● **WHAT IS NEEDED**: Your answer should consist of the lines below that hold the word "Recife".
***** GIVEN INFORMATION
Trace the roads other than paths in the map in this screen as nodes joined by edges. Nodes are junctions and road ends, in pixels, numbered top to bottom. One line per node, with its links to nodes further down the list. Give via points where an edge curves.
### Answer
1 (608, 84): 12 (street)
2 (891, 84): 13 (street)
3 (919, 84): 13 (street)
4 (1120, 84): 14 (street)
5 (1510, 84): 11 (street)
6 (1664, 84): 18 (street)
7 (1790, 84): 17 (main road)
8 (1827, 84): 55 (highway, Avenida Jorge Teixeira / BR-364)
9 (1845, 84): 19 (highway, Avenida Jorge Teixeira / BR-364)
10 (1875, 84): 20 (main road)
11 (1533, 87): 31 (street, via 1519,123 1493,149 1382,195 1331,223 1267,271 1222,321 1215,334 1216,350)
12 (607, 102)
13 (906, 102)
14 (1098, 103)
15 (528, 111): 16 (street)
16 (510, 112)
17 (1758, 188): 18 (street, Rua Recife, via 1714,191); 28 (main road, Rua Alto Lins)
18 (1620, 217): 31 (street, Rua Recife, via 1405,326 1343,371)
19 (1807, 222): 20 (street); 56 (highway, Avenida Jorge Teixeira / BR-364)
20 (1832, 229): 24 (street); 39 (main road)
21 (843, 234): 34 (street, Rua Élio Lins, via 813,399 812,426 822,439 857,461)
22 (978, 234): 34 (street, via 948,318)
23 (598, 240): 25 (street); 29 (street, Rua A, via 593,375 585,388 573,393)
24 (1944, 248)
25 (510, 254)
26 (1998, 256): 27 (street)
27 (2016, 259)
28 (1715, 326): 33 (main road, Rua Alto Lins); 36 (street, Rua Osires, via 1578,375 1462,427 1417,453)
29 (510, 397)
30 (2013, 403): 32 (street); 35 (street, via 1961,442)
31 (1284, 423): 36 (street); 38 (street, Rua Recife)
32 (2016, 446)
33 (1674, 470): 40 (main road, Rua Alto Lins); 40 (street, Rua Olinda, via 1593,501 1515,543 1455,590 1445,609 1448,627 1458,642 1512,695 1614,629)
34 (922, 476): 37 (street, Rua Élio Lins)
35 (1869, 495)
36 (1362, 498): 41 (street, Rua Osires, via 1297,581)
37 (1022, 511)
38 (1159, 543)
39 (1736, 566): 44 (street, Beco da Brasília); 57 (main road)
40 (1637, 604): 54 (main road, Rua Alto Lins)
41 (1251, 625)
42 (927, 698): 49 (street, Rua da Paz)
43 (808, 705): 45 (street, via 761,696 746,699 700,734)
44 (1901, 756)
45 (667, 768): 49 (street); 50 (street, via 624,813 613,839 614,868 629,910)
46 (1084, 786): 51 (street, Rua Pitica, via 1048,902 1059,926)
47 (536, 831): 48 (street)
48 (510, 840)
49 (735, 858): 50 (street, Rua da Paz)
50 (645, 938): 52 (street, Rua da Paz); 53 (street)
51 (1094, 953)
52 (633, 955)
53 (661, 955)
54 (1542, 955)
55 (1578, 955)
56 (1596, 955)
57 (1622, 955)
**********
● **ANSWER TO THIS EXERCISE**:
17 (1758, 188): 18 (street, Rua Recife, via 1714,191); 28 (main road, Rua Alto Lins)
18 (1620, 217): 31 (street, Rua Recife, via 1405,326 1343,371)
31 (1284, 423): 36 (street); 38 (street, Rua Recife)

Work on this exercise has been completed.